#### [ACTION ITEM]
Which lines below include "JSON"? Copy them all.

--- SOURCE RECORDS Enclosed Below ---

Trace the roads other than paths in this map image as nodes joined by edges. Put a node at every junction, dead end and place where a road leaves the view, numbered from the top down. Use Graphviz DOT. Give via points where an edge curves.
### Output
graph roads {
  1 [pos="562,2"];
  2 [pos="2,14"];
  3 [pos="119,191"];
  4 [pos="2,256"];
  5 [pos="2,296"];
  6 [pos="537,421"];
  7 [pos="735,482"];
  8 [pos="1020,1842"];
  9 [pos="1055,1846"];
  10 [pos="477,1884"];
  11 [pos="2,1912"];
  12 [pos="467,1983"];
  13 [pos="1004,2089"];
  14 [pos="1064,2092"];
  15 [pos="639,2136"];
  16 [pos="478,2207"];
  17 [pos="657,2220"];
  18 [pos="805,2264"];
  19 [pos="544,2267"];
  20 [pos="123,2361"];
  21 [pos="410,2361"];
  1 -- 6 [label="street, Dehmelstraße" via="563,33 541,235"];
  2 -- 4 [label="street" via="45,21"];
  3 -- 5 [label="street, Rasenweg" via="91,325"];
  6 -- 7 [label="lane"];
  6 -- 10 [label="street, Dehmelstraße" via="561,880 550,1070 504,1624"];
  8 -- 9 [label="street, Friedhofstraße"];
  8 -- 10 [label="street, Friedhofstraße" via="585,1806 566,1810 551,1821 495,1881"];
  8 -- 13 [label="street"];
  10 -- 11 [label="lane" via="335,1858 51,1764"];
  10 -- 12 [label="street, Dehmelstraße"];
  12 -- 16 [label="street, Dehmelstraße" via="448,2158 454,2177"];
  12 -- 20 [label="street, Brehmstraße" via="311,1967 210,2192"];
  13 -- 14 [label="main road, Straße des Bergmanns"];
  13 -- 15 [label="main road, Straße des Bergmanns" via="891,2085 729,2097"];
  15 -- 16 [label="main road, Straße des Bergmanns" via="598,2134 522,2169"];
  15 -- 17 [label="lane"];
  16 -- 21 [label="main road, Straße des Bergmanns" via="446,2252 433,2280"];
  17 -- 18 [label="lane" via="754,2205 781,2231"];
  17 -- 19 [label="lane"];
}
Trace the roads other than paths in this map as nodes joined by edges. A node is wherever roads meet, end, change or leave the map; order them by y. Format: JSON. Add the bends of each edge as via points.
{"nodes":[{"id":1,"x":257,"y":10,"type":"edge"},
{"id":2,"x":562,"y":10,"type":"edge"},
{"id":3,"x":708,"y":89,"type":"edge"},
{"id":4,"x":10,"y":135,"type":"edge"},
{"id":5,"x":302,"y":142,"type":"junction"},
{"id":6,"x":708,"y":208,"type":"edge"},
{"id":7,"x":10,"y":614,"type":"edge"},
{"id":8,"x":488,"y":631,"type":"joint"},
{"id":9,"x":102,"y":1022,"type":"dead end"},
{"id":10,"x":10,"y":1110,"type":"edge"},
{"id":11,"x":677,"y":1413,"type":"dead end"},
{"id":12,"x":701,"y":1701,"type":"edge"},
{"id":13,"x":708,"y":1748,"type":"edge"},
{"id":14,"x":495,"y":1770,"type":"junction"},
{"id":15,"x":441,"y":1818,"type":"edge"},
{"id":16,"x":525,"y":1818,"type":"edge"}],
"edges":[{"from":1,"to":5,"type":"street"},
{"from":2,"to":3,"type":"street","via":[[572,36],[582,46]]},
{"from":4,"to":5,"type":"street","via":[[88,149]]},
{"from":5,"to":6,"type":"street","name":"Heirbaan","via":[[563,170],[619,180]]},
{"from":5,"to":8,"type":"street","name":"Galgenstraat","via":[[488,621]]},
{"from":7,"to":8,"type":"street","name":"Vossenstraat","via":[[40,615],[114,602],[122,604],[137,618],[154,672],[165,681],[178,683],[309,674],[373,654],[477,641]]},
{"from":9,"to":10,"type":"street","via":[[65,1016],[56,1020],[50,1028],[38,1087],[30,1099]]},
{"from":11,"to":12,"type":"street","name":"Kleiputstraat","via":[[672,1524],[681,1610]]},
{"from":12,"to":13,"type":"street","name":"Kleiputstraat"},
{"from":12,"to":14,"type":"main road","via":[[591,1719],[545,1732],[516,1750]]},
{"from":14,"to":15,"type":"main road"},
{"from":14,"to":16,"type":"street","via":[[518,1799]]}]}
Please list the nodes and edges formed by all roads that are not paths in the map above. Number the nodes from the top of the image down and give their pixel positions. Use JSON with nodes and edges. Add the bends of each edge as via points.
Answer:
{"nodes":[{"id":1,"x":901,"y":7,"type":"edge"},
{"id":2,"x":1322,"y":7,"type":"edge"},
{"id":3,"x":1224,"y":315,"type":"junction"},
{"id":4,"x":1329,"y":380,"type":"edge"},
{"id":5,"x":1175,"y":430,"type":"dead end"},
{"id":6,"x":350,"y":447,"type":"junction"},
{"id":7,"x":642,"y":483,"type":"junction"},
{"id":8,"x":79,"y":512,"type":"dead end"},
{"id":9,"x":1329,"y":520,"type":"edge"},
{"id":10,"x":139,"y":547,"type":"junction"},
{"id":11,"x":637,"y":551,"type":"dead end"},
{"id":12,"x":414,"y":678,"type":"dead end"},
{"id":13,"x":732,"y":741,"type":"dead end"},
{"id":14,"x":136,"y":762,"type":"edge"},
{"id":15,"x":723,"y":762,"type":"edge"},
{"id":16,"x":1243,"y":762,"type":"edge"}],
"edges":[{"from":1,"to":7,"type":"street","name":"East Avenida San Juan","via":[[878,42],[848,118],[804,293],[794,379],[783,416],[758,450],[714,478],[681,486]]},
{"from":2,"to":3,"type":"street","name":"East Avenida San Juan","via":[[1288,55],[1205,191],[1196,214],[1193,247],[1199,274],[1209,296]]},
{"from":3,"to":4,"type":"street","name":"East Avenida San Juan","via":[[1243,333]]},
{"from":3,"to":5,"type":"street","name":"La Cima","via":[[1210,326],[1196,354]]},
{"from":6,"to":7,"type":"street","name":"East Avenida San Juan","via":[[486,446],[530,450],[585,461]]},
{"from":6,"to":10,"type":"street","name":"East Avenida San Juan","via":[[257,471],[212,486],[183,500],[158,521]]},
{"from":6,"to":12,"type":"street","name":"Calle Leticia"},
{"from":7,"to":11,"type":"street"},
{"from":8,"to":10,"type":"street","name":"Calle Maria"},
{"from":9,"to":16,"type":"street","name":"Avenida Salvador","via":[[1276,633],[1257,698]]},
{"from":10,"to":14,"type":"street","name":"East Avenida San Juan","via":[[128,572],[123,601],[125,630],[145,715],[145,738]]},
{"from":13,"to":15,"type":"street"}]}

--- End of Enclosed SOURCE RECORDS ---

#### [EXERCISE ANSWER]
Trace the roads other than paths in this map as nodes joined by edges. A node is wherever roads meet, end, change or leave the map; order them by y. Format: JSON. Add the bends of each edge as via points.
Please list the nodes and edges formed by all roads that are not paths in the map above. Number the nodes from the top of the image down and give their pixel positions. Use JSON with nodes and edges. Add the bends of each edge as via points.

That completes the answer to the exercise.